False positives in novelSplices.txt.gz?

hartleys / QoRTs

Quality of RNA-Seq Toolset

52 stars 14 forks source link

False positives in novelSplices.txt.gz? #28

Closed naumenko-sa closed 7 years ago

naumenko-sa commented 7 years ago

Hi Stephen!

Thank you for the excellent tool!

I run qorts with

java -Xmx10g -jar ~/work/tools/bin/QoRTs.jar QC \
    $bam \
    ref-transcripts.gff \
    ${bam}.qorts

and in the result had

gunzip -c QC.spliceJunctionCounts.knownSplices.txt.gz | wc -l
344554
gunzip -c QC.spliceJunctionCounts.novelSplices.txt.gz | wc -l
100875

splice junctions.

When I started checking novel splice junctions in IGV comparing junctions called with actual reads aligned, I saw many false positive junctions with good coverage (>10 reads).
I was not able to figure out, why qorts called a junction there.

Why this could be? What is the approximate false positive rate of novel junction discovery?

Thanks, Sergey

hartleys commented 7 years ago

QoRTs is NOT intended to perform novel splice junction detection!

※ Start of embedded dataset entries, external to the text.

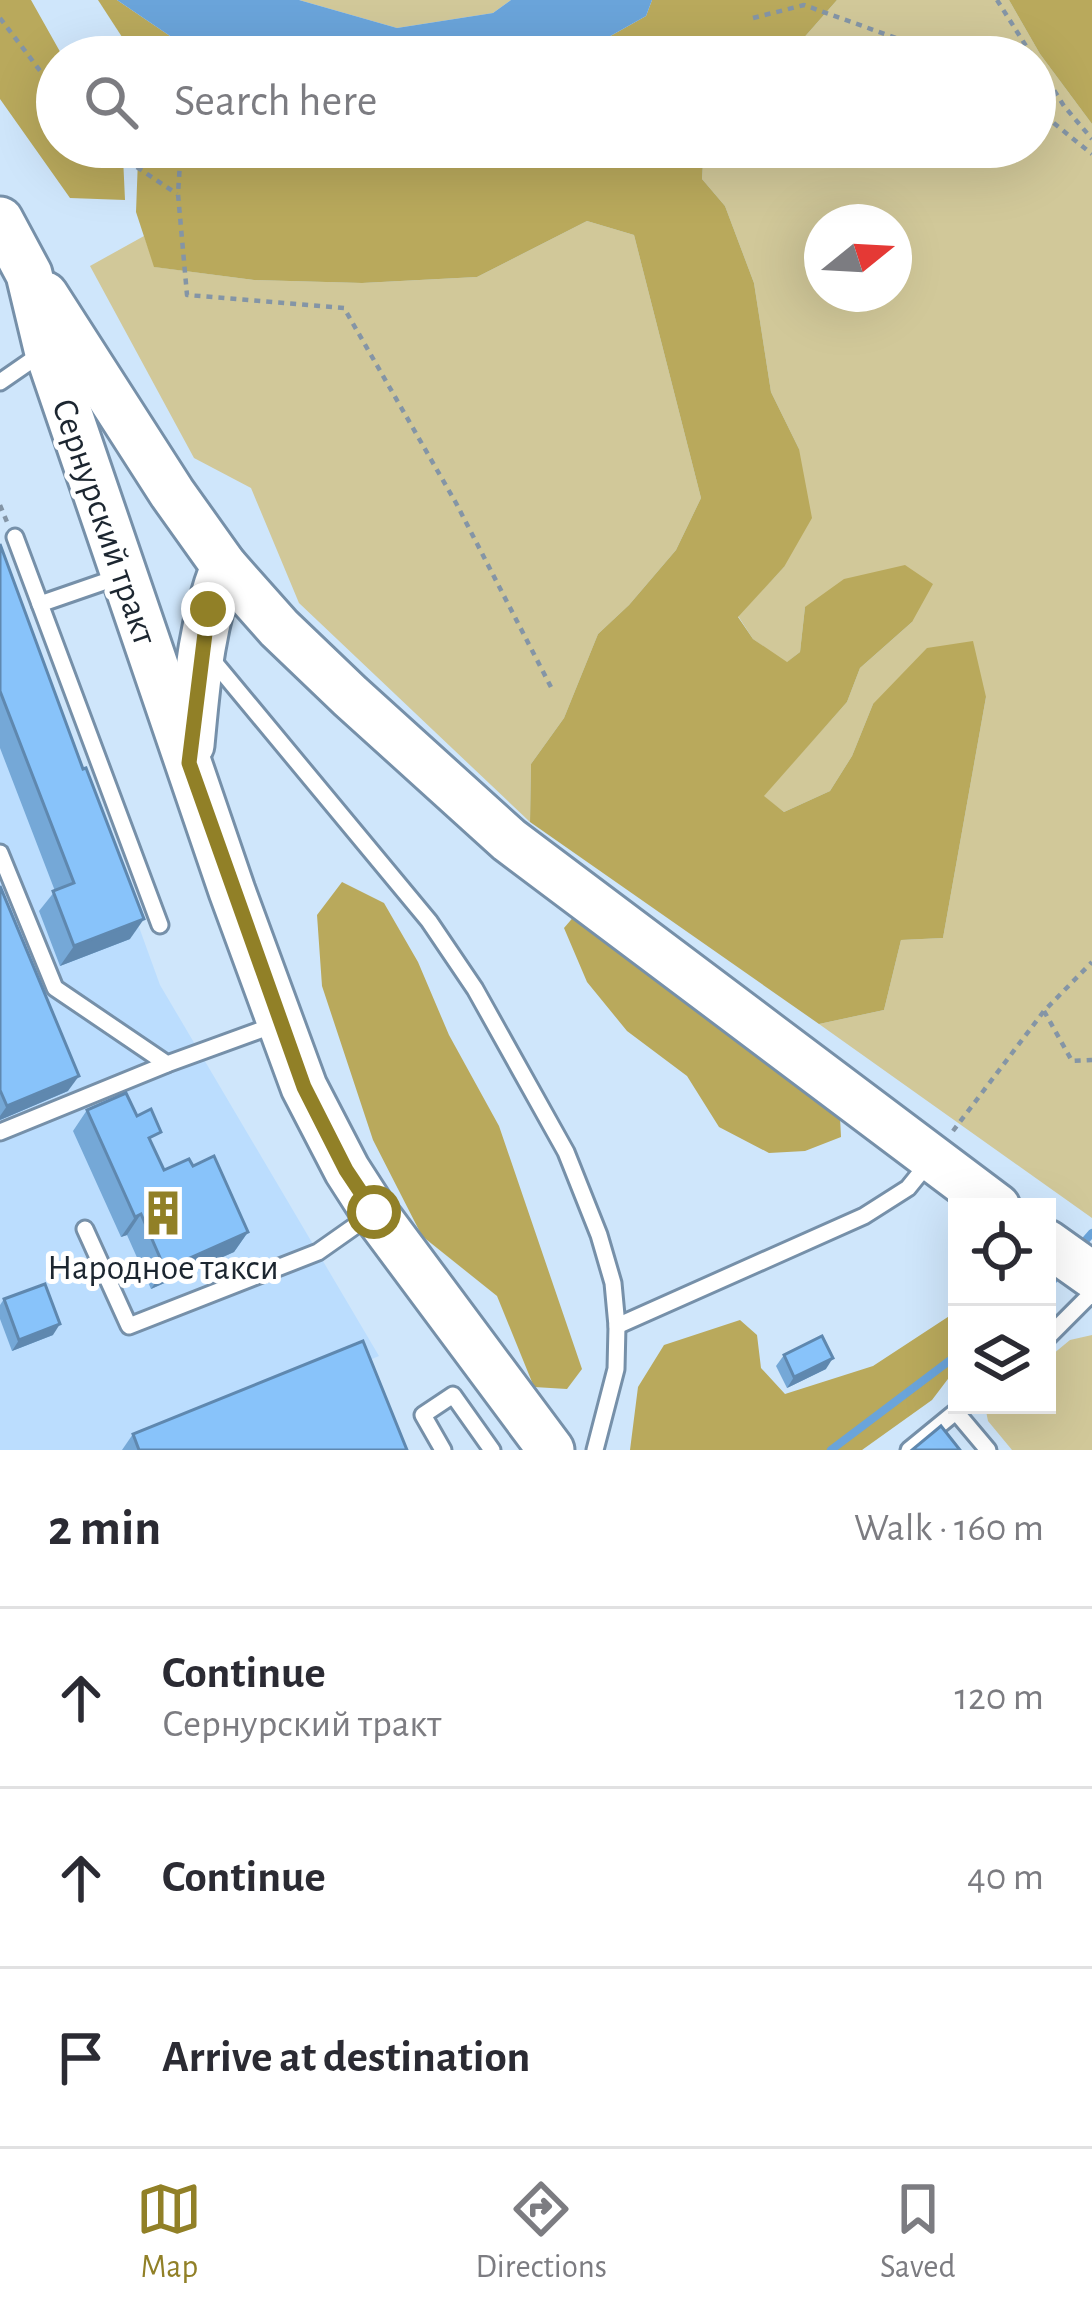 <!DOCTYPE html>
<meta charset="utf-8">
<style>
:root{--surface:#fff;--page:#f2f2f3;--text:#2b2b33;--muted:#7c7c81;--line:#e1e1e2;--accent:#918027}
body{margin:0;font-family:"Alegreya Sans",sans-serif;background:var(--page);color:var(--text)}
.controls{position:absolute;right:36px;bottom:36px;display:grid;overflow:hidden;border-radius:0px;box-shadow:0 12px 48px #0002}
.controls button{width:108px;height:108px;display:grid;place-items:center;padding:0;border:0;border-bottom:3px solid var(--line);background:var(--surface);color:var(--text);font:60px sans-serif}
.compass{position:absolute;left:804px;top:204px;width:108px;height:108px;border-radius:50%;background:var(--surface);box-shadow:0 12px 48px #0002;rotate:72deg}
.stop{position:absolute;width:36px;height:36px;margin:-27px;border:9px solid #918027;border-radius:50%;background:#fff}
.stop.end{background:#918027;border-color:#fff;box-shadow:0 3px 12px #0008}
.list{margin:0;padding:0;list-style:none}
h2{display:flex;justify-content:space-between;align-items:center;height:156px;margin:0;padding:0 48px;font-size:51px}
h2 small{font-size:39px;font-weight:400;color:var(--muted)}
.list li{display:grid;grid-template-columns:78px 1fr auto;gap:36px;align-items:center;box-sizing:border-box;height:180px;padding:0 48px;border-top:3px solid var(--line)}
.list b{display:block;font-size:45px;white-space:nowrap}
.list p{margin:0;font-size:39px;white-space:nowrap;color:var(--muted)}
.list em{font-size:39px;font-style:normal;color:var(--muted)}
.icon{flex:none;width:66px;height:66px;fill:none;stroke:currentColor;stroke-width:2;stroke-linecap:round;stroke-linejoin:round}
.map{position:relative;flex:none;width:1092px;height:1450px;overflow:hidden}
.search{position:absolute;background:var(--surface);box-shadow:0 12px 48px #0002;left:36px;right:36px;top:36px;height:132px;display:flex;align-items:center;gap:30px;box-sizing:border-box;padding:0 42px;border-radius:66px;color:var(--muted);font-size:45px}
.sheet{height:696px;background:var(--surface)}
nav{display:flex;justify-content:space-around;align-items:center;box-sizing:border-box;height:168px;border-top:3px solid var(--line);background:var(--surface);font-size:33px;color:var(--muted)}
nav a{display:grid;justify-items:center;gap:6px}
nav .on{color:var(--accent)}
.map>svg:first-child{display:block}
.built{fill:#bbddfe}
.green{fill:#d1c899;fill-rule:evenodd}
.forest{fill:#b9a95c}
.water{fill:#6aa4da}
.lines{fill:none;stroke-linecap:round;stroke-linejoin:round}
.stream{stroke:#6aa4da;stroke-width:8}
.lane-casing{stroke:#7690a9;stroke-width:21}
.primary-casing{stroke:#7690a9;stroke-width:51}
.path{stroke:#8495a6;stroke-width:4.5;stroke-dasharray:6 6;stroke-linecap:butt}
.lane{stroke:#fff;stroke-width:15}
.primary{stroke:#fff;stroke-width:45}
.wall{fill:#75a8d7}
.shaded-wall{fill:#5f88af}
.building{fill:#88c3fa;stroke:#5f88af;stroke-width:3}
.route{stroke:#918027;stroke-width:15}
.labels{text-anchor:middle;stroke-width:10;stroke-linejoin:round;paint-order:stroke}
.street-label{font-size:36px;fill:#1c2630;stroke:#fff}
.poi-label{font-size:36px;fill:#1c2630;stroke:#fff}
</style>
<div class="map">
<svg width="1092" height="1450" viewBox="0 0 1092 1450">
<rect width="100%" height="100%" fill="#cfe6fb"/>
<path class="built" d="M0,543L160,985L379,1356L358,1365L392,1450H0Z"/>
<g class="green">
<path d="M299,0H511L493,13L397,28Z"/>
<path d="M837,0H1009L1040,54L1092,124V1218L819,1024L884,1010L901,940L943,938L986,697L873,704L852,756L830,791L784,812L763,796L847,702L860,668L912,622L805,607L800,652L786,663L753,639L738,616L784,567L799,449L771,392L754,283L725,206L702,179L704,147H1035V57H787ZM822,222H894V294H822Z"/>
<path d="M587,221L634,235L701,498L676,550L629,605L598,634L564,718L531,764L530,822L299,603L251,488L194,458L90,266L144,236L155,267L254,280L362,283L477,277Z"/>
<path d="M1092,1335V1450H1012L988,1421L986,1411L992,1405H1047V1359L1070,1340Z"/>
</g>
<g class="forest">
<path d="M0,0H31L63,57H57V147H117L123,157L125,200L70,198L0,99Z"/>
<path d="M98,0H117L201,57H135Z"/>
<path d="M652,0H837L787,57H573L646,16Z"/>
<path d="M1009,0H1092V124L1040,54Z"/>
<path d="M176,147H704L702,179L725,206L754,283L771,392L799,449L812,518L784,567L738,617L753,639L787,662L800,652L805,607L844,579L905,565L933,584L912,622L860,668L847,702L764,796L784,812L830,791L852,756L873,704L927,648L973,641L986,697L943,938L901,940L884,1010L819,1024L530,822L531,764L564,718L598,634L629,605L676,550L701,498L634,235L587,221L477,277L362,283L254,280L154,267L136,212L138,159Z"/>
<path d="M342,882L384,903L418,962L449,1035L499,1126L582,1369L567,1389L534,1387L497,1296L422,1236L373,1140L322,986L317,915Z"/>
<path d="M576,914L755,1044L840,1117L841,1137L805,1151L769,1153L719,1127L687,1076L627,1031L587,982L564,928Z"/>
<path d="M957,1311V1367L932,1400L862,1450H630L638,1387L664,1345L740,1320L757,1335L761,1368L785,1394L873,1366Z"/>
</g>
<path class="water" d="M117,0H299L397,28L493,13L511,0H652L646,16L573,57H201Z"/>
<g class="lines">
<g class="stream">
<path d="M1085,1241L1092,1233"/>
<path d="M1047,1288L1055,1278"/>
<path d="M831,1450L957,1355"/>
</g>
<g class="lane-casing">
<g id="lane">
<path d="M0,382L45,351"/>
<path d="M15,537L160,925"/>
<path d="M40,604L121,576"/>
<path d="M210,657L429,921L475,989L566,1152L599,1235L613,1283L617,1326L616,1369L595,1450"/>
<path d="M0,853L55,988L167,1064L277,1024"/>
<path d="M0,1132L167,1064"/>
<path d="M85,1229L129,1326L318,1252L372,1214"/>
<path d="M617,1326L864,1216L908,1188L929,1162"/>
<path d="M1047,1338L1092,1293"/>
<path d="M956,1412L988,1450"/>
<path d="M443,1450L423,1415L453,1395L492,1450"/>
<path d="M909,1450L964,1405"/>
</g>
</g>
<g class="primary-casing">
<g id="primary">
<path d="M0,220L29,274L47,349L232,891L304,1087L347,1170L374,1212L551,1450"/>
<path d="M45,295L172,493L224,566L279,628L350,696L509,840L997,1207"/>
<path d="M191,745C197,682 201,625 224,566"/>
<path d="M1047,1243L1092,1275"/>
</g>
</g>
<g class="path">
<path d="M997,0L1033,57"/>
<path d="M0,18L57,93"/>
<path d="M753,18L804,5L896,38L920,57"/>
<path d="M1035,60L1064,106L1092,139"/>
<path d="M1035,108L1092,154"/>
<path d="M107,147L177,194"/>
<path d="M181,147L178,194L187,295L344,308L456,503L553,691"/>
<path d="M0,505L7,522"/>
<path d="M1044,1011L1072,1061L1092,1060"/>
<path d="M953,1131L1044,1011L1092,962"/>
</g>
<use href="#lane" class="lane"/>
<use href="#primary" class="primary"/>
</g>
<g class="wall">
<path d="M0,544L130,939L60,966L39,911L55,891L0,748Z"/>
<path d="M0,886L68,1091L0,1120Z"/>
<path d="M87,1110L137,1116L164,1170L193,1166L248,1232L234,1252L151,1289L127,1235L121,1237L73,1131Z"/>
<path d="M4,1299L53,1335L12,1351L0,1319V1305Z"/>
<path d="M784,1355L826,1369L787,1388L776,1366Z"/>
<path d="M133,1434L407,1450H122Z"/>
</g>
<g class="shaded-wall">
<path d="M144,919L130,939L60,966L74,946Z"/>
<path d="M79,1076L68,1091L0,1120V1116L7,1106Z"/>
<path d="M141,1214L127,1235L121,1237L135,1217Z"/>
<path d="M248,1232L234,1252L151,1289L165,1269Z"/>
<path d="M60,1324L53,1335L12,1351L19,1340Z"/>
<path d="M833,1358L826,1369L787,1388L794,1377Z"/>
</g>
<g class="building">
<path d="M0,544L83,769L86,768L144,919L74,946L53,891L74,883L0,691Z"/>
<path d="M0,886L79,1076L7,1106L0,1090Z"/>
<path d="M126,1093L137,1116L151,1109L161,1132L149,1138L164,1170L189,1159L193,1166L214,1156L248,1232L165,1269L141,1214L135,1217L87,1110Z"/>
<path d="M45,1284L60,1324L19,1340L4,1299Z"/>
<path d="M822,1336L833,1358L794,1377L784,1355Z"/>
<path d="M363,1341L407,1450H139L133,1434Z"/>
<path d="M941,1426L960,1450H912Z"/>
</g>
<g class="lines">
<path class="route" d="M208,609L189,763L304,1087L346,1170L374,1212"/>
</g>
<defs>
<g id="building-bare" transform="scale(3.6)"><path d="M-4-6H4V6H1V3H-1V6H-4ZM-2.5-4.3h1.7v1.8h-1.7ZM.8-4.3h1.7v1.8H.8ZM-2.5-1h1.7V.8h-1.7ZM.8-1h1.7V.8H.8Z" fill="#918027" stroke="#fff" stroke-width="2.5" paint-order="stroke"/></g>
</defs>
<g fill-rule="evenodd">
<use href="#building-bare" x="163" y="1213"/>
</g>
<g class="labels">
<g class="street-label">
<text transform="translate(106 521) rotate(71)" y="13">Сернурский тракт</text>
</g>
<g class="poi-label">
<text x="163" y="1279">Народное такси</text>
</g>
</g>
</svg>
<div class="controls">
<button><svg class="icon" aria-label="locate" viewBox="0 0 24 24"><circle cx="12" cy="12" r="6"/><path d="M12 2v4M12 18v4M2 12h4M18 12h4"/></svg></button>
<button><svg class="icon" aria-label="layers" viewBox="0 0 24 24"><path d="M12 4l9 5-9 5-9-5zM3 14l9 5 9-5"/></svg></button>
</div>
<svg class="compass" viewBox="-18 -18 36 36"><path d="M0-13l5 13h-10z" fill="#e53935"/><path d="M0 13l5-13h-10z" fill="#7c7c81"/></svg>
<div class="stop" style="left:374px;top:1212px"></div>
<div class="stop end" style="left:208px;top:609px"></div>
<div class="search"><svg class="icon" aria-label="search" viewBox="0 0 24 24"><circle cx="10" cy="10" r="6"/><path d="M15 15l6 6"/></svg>Search here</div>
</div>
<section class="sheet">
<h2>2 min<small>Walk · 160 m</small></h2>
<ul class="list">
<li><svg class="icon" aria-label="ahead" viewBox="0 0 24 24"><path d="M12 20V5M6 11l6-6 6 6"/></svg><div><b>Continue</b><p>Сернурский тракт</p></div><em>120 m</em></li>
<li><svg class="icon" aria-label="ahead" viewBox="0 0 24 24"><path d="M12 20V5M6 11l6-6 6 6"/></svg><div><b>Continue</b></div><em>40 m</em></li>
<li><svg class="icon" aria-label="arrive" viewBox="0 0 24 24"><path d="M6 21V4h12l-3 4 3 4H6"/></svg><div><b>Arrive at destination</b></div></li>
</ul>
</section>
<nav>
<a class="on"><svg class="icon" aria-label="map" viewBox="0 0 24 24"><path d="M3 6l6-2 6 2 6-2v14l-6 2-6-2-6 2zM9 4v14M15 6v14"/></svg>Map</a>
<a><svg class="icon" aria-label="directions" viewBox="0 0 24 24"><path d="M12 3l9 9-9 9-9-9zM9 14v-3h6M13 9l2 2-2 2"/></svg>Directions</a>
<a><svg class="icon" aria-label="saved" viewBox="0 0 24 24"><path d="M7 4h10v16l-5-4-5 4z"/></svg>Saved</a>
</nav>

All that it does is report the splice junctions aligned by your aligner. The false discovery rate depends entirely on your aligner, since the aligner is responsible for detecting novel splice junctions. All QoRTs does is count them.

I don't generally recommend IGV for this sort of work. By default it does a lot of nasty stuff like subsampling down your dataset, or ignoring reads with multiple splice junctions (at least in the sashimi plots).

Lots of things can cause false positive novel junctions. Especially with repetitive regions or ambiguous reads, aligners often can't tell exactly where spliced reads actually map. It's just something that happens.

naumenko-sa commented 7 years ago

Thanks Stephen!

I'm using 2pass STAR to align reads. About IGV - what is the alternative? Yes, I have all the plots from JunctionSeq, but sometimes it is useful to view at the level of reads. JunctionSeq generates tracks for IGV with the coverage of novel junctions, these should be precise?

Sergey

hartleys commented 7 years ago

Yeah. Generally I use the BED and wiggle files generated by QoRTs. If things look really really odd, I might just view the reads directly via samtools view.